**The task**
Leave every image behind and restate the data word for word.
Supplied records: Begin
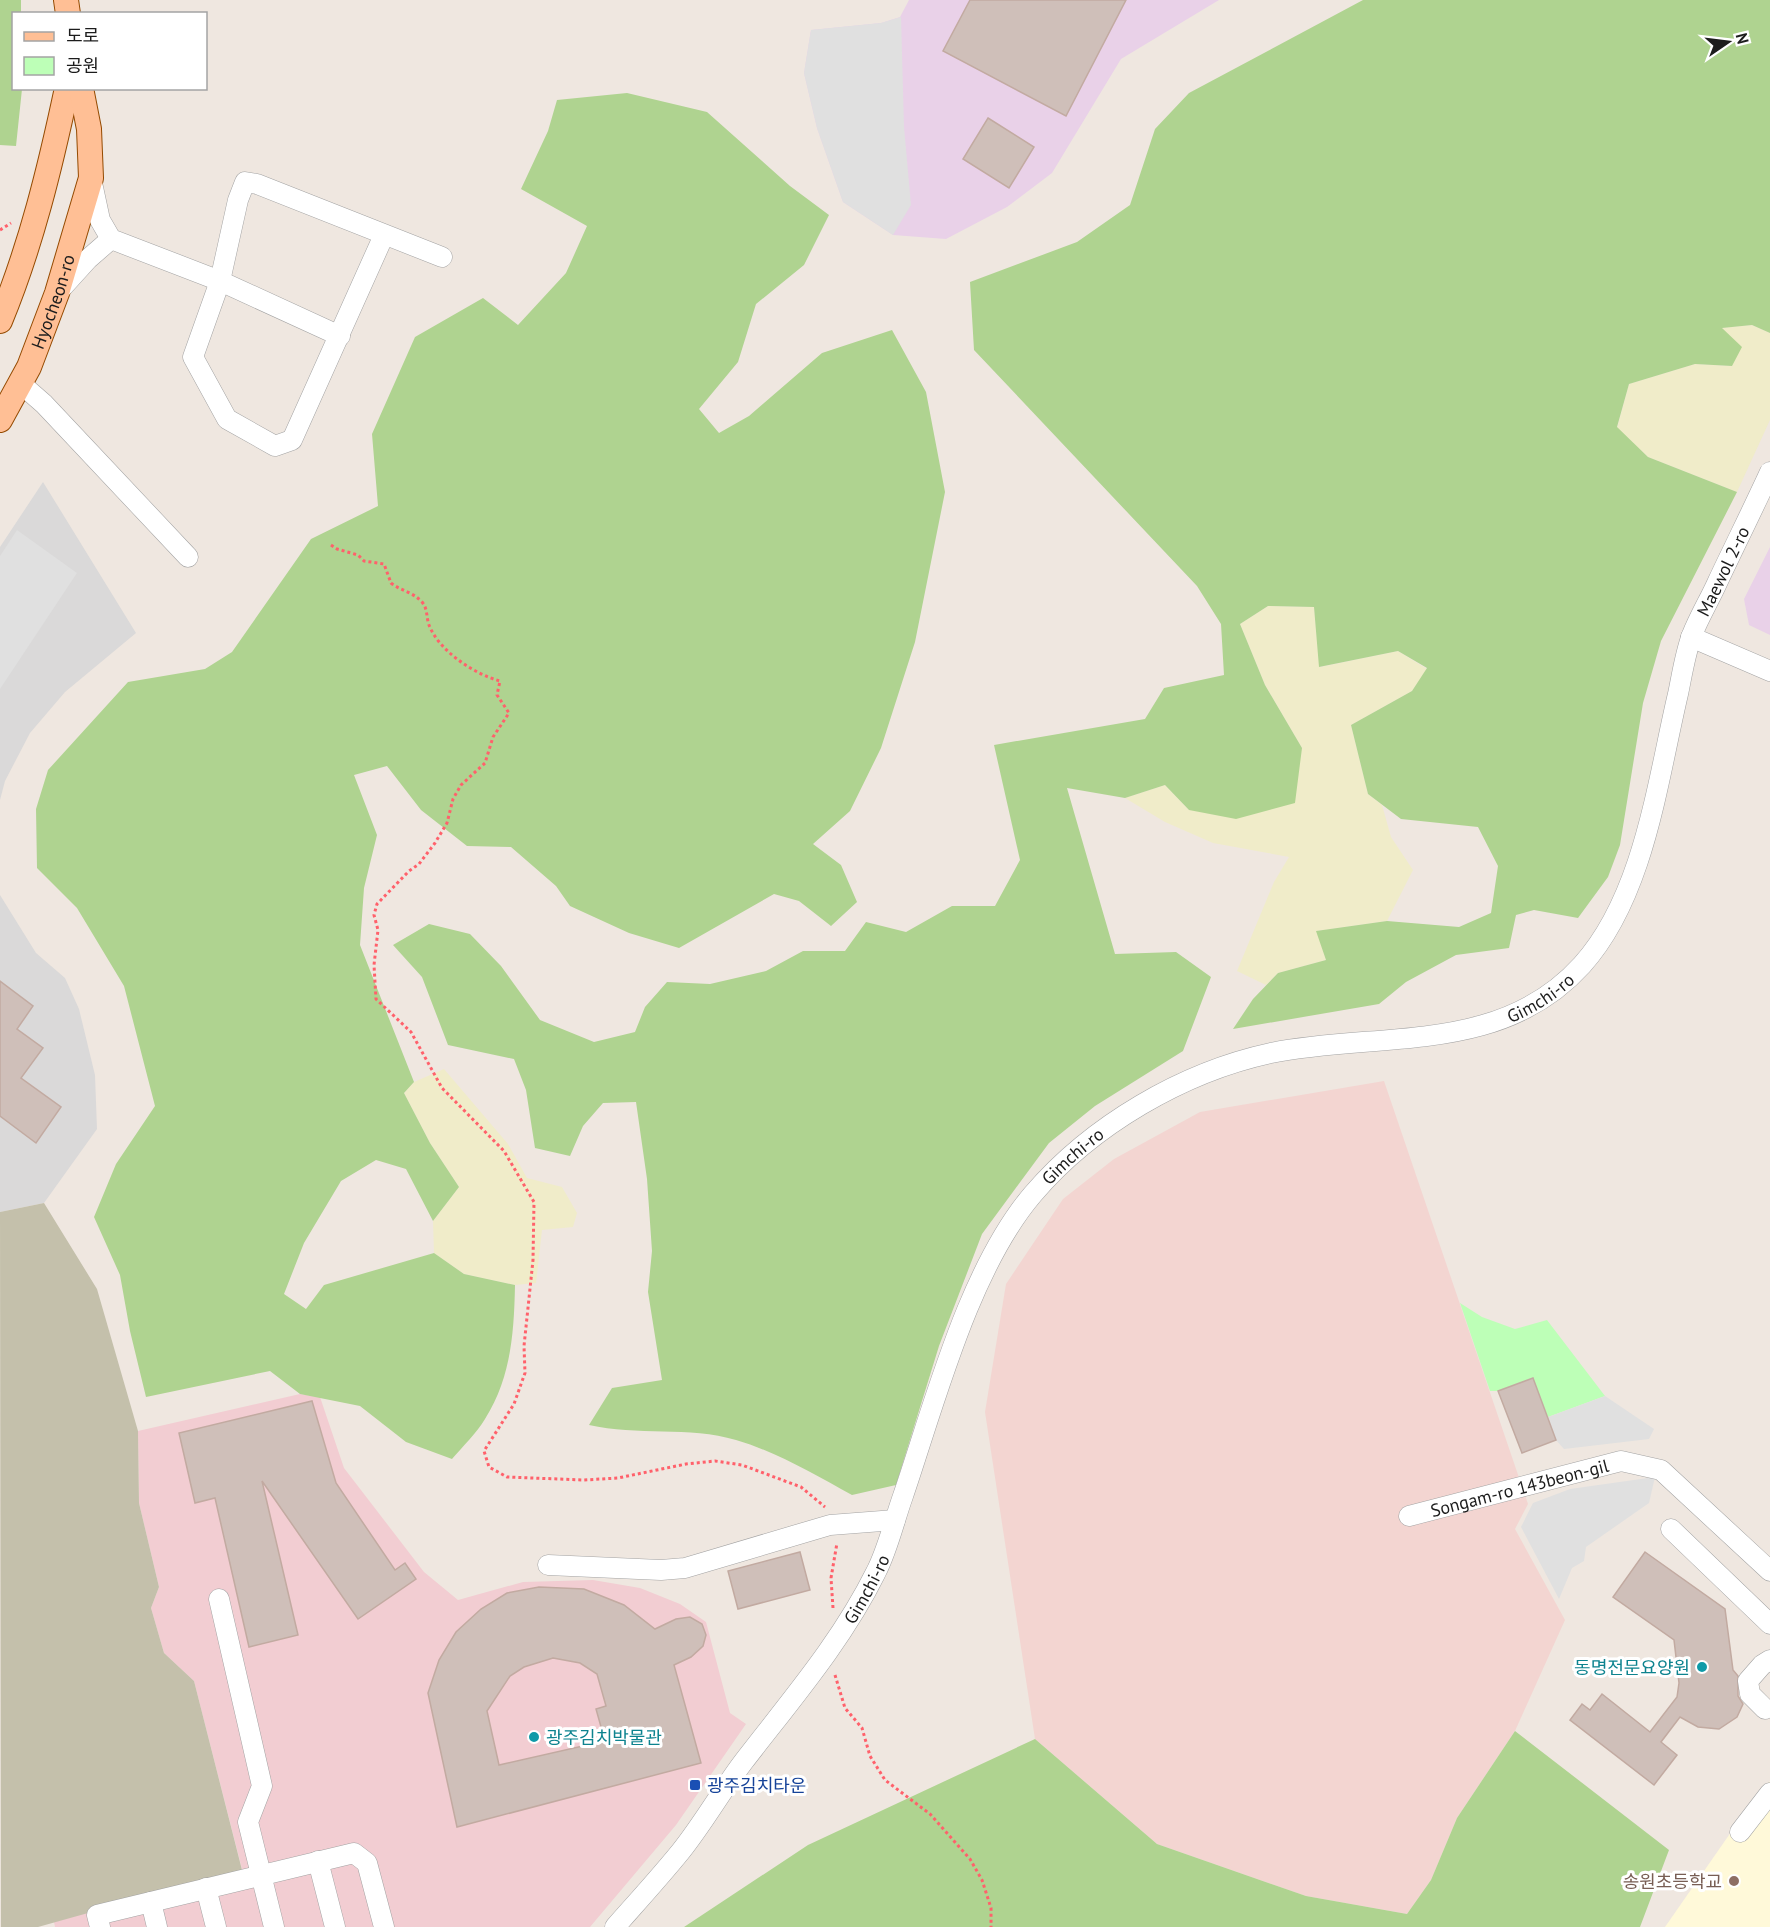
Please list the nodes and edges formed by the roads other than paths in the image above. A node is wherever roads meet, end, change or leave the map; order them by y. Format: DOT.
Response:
graph roads {
  1 [pos="67,90"];
  2 [pos="81,90"];
  3 [pos="91,178"];
  4 [pos="384,235"];
  5 [pos="111,238"];
  6 [pos="442,257"];
  7 [pos="220,281"];
  8 [pos="57,293"];
  9 [pos="0,321"];
  10 [pos="340,336"];
  11 [pos="20,383"];
  12 [pos="0,420"];
  13 [pos="1770,472"];
  14 [pos="188,557"];
  15 [pos="1691,637"];
  16 [pos="1770,671"];
  17 [pos="1408,1516"];
  18 [pos="895,1520"];
  19 [pos="1671,1529"];
  20 [pos="548,1565"];
  21 [pos="1770,1571"];
  22 [pos="219,1599"];
  23 [pos="1770,1624"];
  24 [pos="1770,1660"];
  25 [pos="1765,1709"];
  26 [pos="1770,1793"];
  27 [pos="1740,1832"];
  28 [pos="318,1861"];
  29 [pos="261,1874"];
  30 [pos="206,1888"];
  31 [pos="151,1902"];
  32 [pos="100,1927"];
  33 [pos="157,1927"];
  34 [pos="216,1927"];
  35 [pos="274,1927"];
  36 [pos="334,1927"];
  37 [pos="384,1927"];
  38 [pos="615,1927"];
  1 -- 9 [label="main road"];
  2 -- 3 [label="main road, Hyocheon-ro"];
  3 -- 5 [label="street"];
  3 -- 8 [label="main road, Hyocheon-ro"];
  4 -- 6 [label="street"];
  4 -- 7 [label="street"];
  4 -- 10 [label="street"];
  5 -- 7 [label="street"];
  5 -- 8 [label="street"];
  7 -- 10 [label="street"];
  7 -- 10 [label="street"];
  8 -- 11 [label="main road, Hyocheon-ro"];
  11 -- 12 [label="main road, Hyocheon-ro"];
  11 -- 14 [label="street"];
  13 -- 15 [label="street, Maewol 2-ro"];
  15 -- 16 [label="street"];
  15 -- 18 [label="street, Gimchi-ro"];
  17 -- 21 [label="street, Songam-ro 143beon-gil"];
  18 -- 20 [label="street"];
  18 -- 38 [label="street, Gimchi-ro"];
  19 -- 23 [label="street"];
  22 -- 29 [label="street"];
  24 -- 25 [label="street"];
  26 -- 27 [label="street"];
  28 -- 29 [label="street"];
  28 -- 36 [label="street"];
  28 -- 37 [label="street"];
  29 -- 30 [label="street"];
  29 -- 35 [label="street"];
  30 -- 31 [label="street"];
  30 -- 34 [label="street"];
  31 -- 32 [label="street"];
  31 -- 33 [label="street"];
}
Supplied records: End
**Response below**
Please list the nodes and edges formed by the roads other than paths in the image above. A node is wherever roads meet, end, change or leave the map; order them by y. Format: DOT.
Response:
graph roads {
  1 [pos="67,90"];
  2 [pos="81,90"];
  3 [pos="91,178"];
  4 [pos="384,235"];
  5 [pos="111,238"];
  6 [pos="442,257"];
  7 [pos="220,281"];
  8 [pos="57,293"];
  9 [pos="0,321"];
  10 [pos="340,336"];
  11 [pos="20,383"];
  12 [pos="0,420"];
  13 [pos="1770,472"];
  14 [pos="188,557"];
  15 [pos="1691,637"];
  16 [pos="1770,671"];
  17 [pos="1408,1516"];
  18 [pos="895,1520"];
  19 [pos="1671,1529"];
  20 [pos="548,1565"];
  21 [pos="1770,1571"];
  22 [pos="219,1599"];
  23 [pos="1770,1624"];
  24 [pos="1770,1660"];
  25 [pos="1765,1709"];
  26 [pos="1770,1793"];
  27 [pos="1740,1832"];
  28 [pos="318,1861"];
  29 [pos="261,1874"];
  30 [pos="206,1888"];
  31 [pos="151,1902"];
  32 [pos="100,1927"];
  33 [pos="157,1927"];
  34 [pos="216,1927"];
  35 [pos="274,1927"];
  36 [pos="334,1927"];
  37 [pos="384,1927"];
  38 [pos="615,1927"];
  1 -- 9 [label="main road"];
  2 -- 3 [label="main road, Hyocheon-ro"];
  3 -- 5 [label="street"];
  3 -- 8 [label="main road, Hyocheon-ro"];
  4 -- 6 [label="street"];
  4 -- 7 [label="street"];
  4 -- 10 [label="street"];
  5 -- 7 [label="street"];
  5 -- 8 [label="street"];
  7 -- 10 [label="street"];
  7 -- 10 [label="street"];
  8 -- 11 [label="main road, Hyocheon-ro"];
  11 -- 12 [label="main road, Hyocheon-ro"];
  11 -- 14 [label="street"];
  13 -- 15 [label="street, Maewol 2-ro"];
  15 -- 16 [label="street"];
  15 -- 18 [label="street, Gimchi-ro"];
  17 -- 21 [label="street, Songam-ro 143beon-gil"];
  18 -- 20 [label="street"];
  18 -- 38 [label="street, Gimchi-ro"];
  19 -- 23 [label="street"];
  22 -- 29 [label="street"];
  24 -- 25 [label="street"];
  26 -- 27 [label="street"];
  28 -- 29 [label="street"];
  28 -- 36 [label="street"];
  28 -- 37 [label="street"];
  29 -- 30 [label="street"];
  29 -- 35 [label="street"];
  30 -- 31 [label="street"];
  30 -- 34 [label="street"];
  31 -- 32 [label="street"];
  31 -- 33 [label="street"];
}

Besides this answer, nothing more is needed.